Rencontre avec Baloji quelques heures avant sa montée sur scène à Couleur Café. Il nous parle de sa récente tournée congolaise et de la genèse de son excellent album «Kinshasa Succursale».
Tu reviens d’une tournée au Congo, comment ça s’est passé?
Très bien. C’est le centre culturel Wallonie-Bruxelles qui organisait ça. La date à Kinshasa était un peu à part, un peu protocolaire, il y avait beaucoup d’invitations… Il y avait un côté un peu VIP. Mais le reste de la tournée n’avait rien avoir avec ça. Goma et Kisangani que j’ai découvert sont des villes meurtries, quelque part fantomatiques, mais il y a vraiment une âme et une générosité que j’ai rarement trouvé ailleurs.
Comment est-ce que tu es perçu par le public congolais?
Comme un Congolais de la diaspora. La presse au départ à Kinshasa était très interrogative, se demandant «c’est qui ce mec qui débarque?». Et puis avant de repartir on a fait un autre point presse et les retours étaient très différents, beaucoup plus positifs.
Quelles étaient les réactions à un titre comme «Tout ça ne vous rendra pas le Congo»?

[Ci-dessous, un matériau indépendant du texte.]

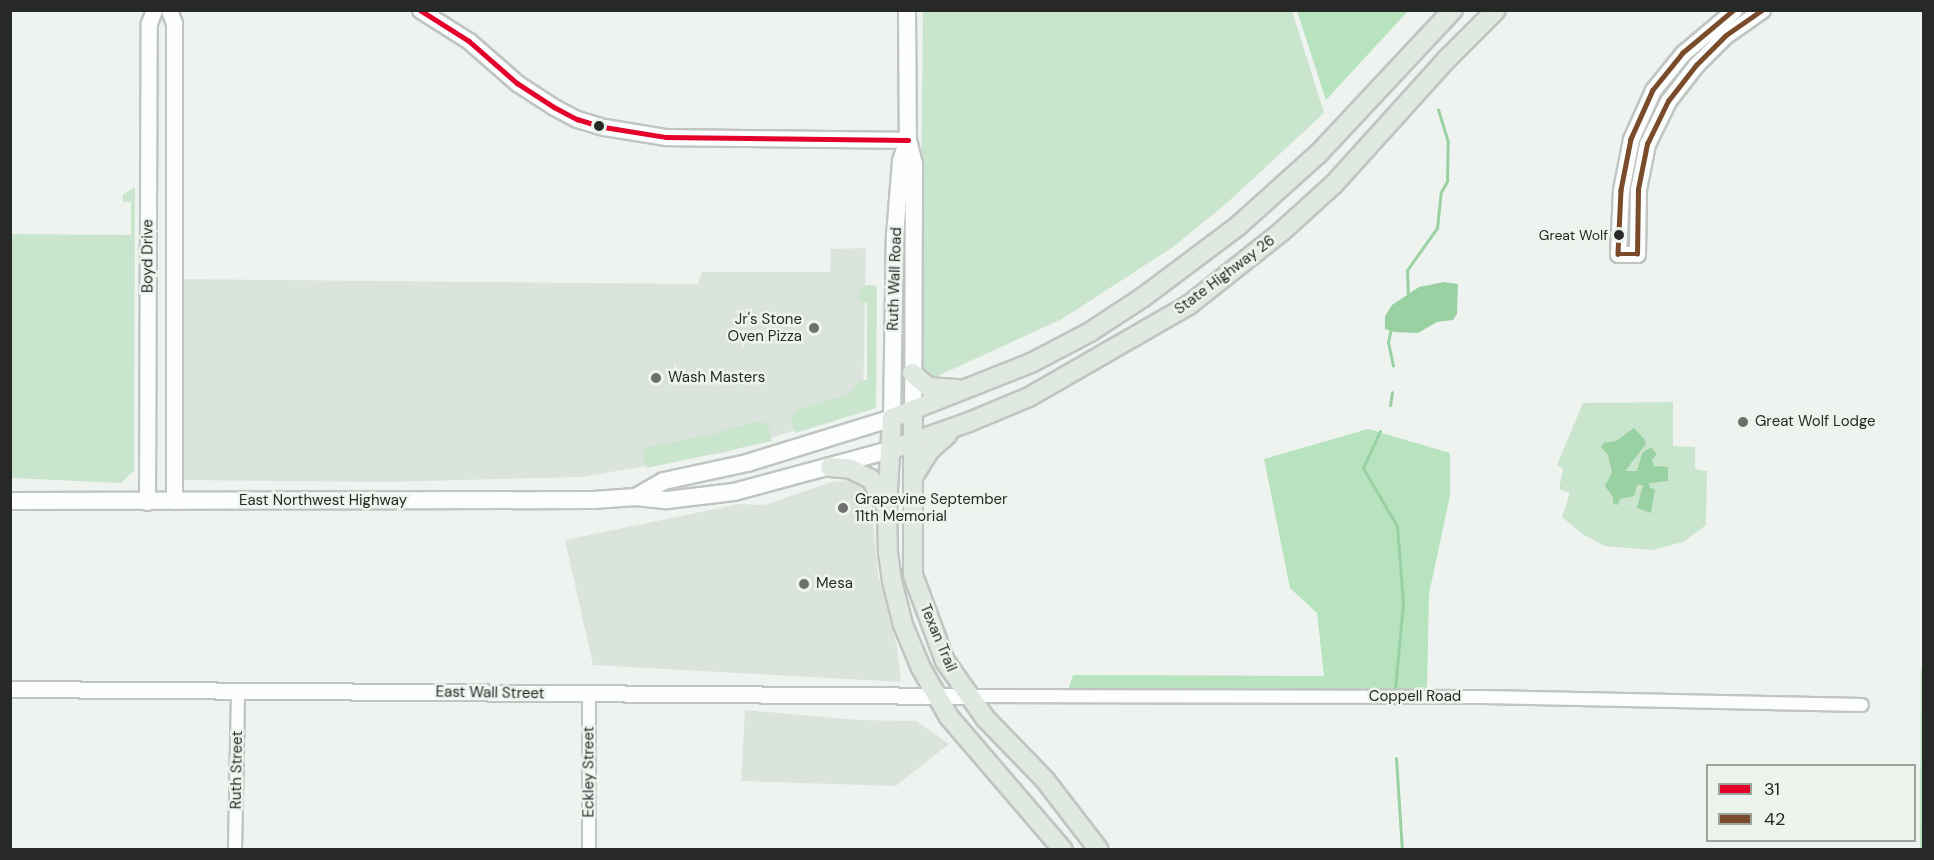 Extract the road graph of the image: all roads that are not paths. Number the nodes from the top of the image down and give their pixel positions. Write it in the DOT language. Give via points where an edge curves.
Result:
graph roads {
  1 [pos="154,10"];
  2 [pos="169,10"];
  3 [pos="420,10"];
  4 [pos="907,10"];
  5 [pos="1454,10"];
  6 [pos="1496,10"];
  7 [pos="1734,10"];
  8 [pos="1762,10"];
  9 [pos="908,140"];
  10 [pos="149,156"];
  11 [pos="174,167"];
  12 [pos="149,179"];
  13 [pos="912,373"];
  14 [pos="976,387"];
  15 [pos="912,410"];
  16 [pos="892,418"];
  17 [pos="969,422"];
  18 [pos="912,442"];
  19 [pos="890,450"];
  20 [pos="830,467"];
  21 [pos="912,479"];
  22 [pos="636,497"];
  23 [pos="10,501"];
  24 [pos="174,501"];
  25 [pos="147,502"];
  26 [pos="887,509"];
  27 [pos="10,689"];
  28 [pos="238,690"];
  29 [pos="589,694"];
  30 [pos="937,696"];
  31 [pos="969,696"];
  32 [pos="1862,705"];
  33 [pos="236,849"];
  34 [pos="588,849"];
  35 [pos="1063,849"];
  36 [pos="1099,849"];
  1 -- 10 [label="street, Boyd Drive" via="149,23"];
  2 -- 11 [label="street, Boyd Drive" via="174,23"];
  3 -- 9 [label="street" via="469,41 517,83 554,107 604,128 666,137"];
  4 -- 9 [label="main road, Ruth Wall Road"];
  5 -- 14 [label="main road, State Highway 26" via="1319,153 1238,225 1090,332"];
  6 -- 17 [label="main road, State Highway 26" via="1334,184 1189,305 1029,397"];
  7 -- 8 [label="street" via="1683,53 1653,90 1631,139 1620,190 1618,254 1637,254 1638,189 1647,144 1668,100 1696,64 1726,35"];
  9 -- 13 [label="main road, Ruth Wall Road" via="914,164"];
  9 -- 16 [label="main road, Ruth Wall Road" via="901,162 896,236"];
  10 -- 11 [label="street"];
  10 -- 12 [label="street, Boyd Drive"];
  11 -- 12 [label="street"];
  11 -- 24 [label="street, Boyd Drive"];
  12 -- 25 [label="street, Boyd Drive"];
  13 -- 14 [label="main road" via="928,387"];
  13 -- 15 [label="main road, Ruth Wall Road"];
  14 -- 15 [label="main road, State Highway 26"];
  15 -- 16 [label="main road, State Highway 26"];
  15 -- 18 [label="main road, Texan Trail"];
  16 -- 19 [label="main road, Texan Trail"];
  16 -- 22 [label="main road, East Northwest Highway" via="747,463 664,481"];
  17 -- 18 [label="main road, State Highway 26"];
  17 -- 21 [label="main road" via="951,431 929,451"];
  18 -- 19 [label="main road, State Highway 26"];
  18 -- 21 [label="main road, Texan Trail"];
  19 -- 20 [label="main road, East Northwest Highway"];
  19 -- 26 [label="main road, Texan Trail"];
  20 -- 22 [label="main road, East Northwest Highway" via="734,492 667,500"];
  20 -- 26 [label="main road" via="851,469 871,479"];
  21 -- 31 [label="main road, Texan Trail" via="913,575 945,661"];
  22 -- 24 [label="main road, East Northwest Highway"];
  23 -- 25 [label="main road, East Northwest Highway"];
  24 -- 25 [label="main road, East Northwest Highway"];
  26 -- 30 [label="main road, Texan Trail" via="892,581 903,625"];
  27 -- 28 [label="street, East Wall Street"];
  28 -- 29 [label="street, East Wall Street"];
  28 -- 33 [label="street, Ruth Street"];
  29 -- 30 [label="street, East Wall Street"];
  29 -- 34 [label="street, Eckley Street"];
  30 -- 31 [label="street, East Wall Street"];
  30 -- 35 [label="main road, Texan Trail" via="950,717"];
  31 -- 32 [label="street, Coppell Road" via="1484,697"];
  31 -- 36 [label="main road, Texan Trail" via="1045,780"];
}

En fait, au départ, je ne voulais pas enregistrer ce morceau pour l’album. Et c’est La Chorale de la Grâce qui a insisté pour le faire. Ils voulaient le chanter parce que le fait que je sois de la diaspora me donnait une certaine légitimité pour parler de certains trucs qu’ils ne peuvent pas. En général, les morceaux basés sur l’identité comme «Indépendance Cha Cha» ou «Karibou Ya Bintou» marchaient mieux que les autres. Ils étaient plus perplexes sur les morceaux plus soul et funk, mais en même temps ils découvraient.
Comment est venu l’idée d’aller réenregistrer certains morceaux d’«Hotel Impala» à Kinshasa dans des versions qui mélangent tous les styles de musique noire pour ce qui allait devenir «Kinshasa Succursale»?
En fait je suis fan du groupe Soulwax et de leur album de remixes «Nite Version» que je trouve au final mieux que l’album original. Et j’ai un cousin qui faisait un travail sur la transhumance de la rumba congolaise. Sa thèse c’est que la rumba est née au Congo, et de là elle est allée à Cuba et de Cuba au Brésil… Et puis comment les Congolais ont digéré l’arrivée des stars américaines dans les années 70 et comment tout ça s’est mélangé… A partir de là, je trouvais intéressant de faire un retour à la musique congolaise.
Y a-t-il dans cette démarche un besoin de retour à tes racines?
Ça peut paraître prétentieux, mais en fait, pas du tout. C’est marrant, mais quand j’ai fait «Hotel Impala» je l’ai envoyé un peu partout et la réponse la plus positive est venue du label Honest Jons de Damon Albarn, et eux ils trouvaient ça très américain.
Tu as eu des problèmes avec ta maison de disque EMI pour sortir le disque?
Oui. Le disque a été enregistré en novembre 2008 et EMI m’a dit que le disque était trop communautaire, que ça ne servait à rien de le sortir. Tout mon entourage, maison de disque, manager, éditeur était contre ce projet. J’étais dégoûté. Du coup j’ai viré mon management et me suis mis en porte-à-faux avec EMI et j’ai trouvé un deal avec le Focus Vif et la Communauté française pour sortir gratuitement l’album avec le magasine. Là il est sorti dans le commerce de façon anodine pour faire rupture de contrat avec EMI et on a récupéré le master pour le sortir dans les autres territoires, francophones et anglophones.
Tu as fait un remix d’ «Indépendance Cha Cha» avec Tom Barman (dEUS) sur lequel il chante en swahili…
Oui, je suis très content qu’il ait accepté. C’est un mec qui aime bien les expériences différentes et son swahili, ça a été en trois prises. En échange, je serai sur le prochain Magnus.
Le Congo fête son Cinquantenaire. Lorsqu’on a demandé son sentiment à Femi Kuti, il a répondu qu’en réalité, le Congo et l’Afrique restaient dépendants des autres. Ton sentiment?
Il a raison. Pire, que serait l’Afrique sans l’aide humanitaire? Les structures sont dans un tel état. Je reviens juste d’un événement Greenpeace au Cinquantenaire sur la déforestation, qui est un sujet qui devrait intéresser les Congolais de la diaspora. Mais si il y avait dix Congolais dans l’assemblée, c’est beaucoup.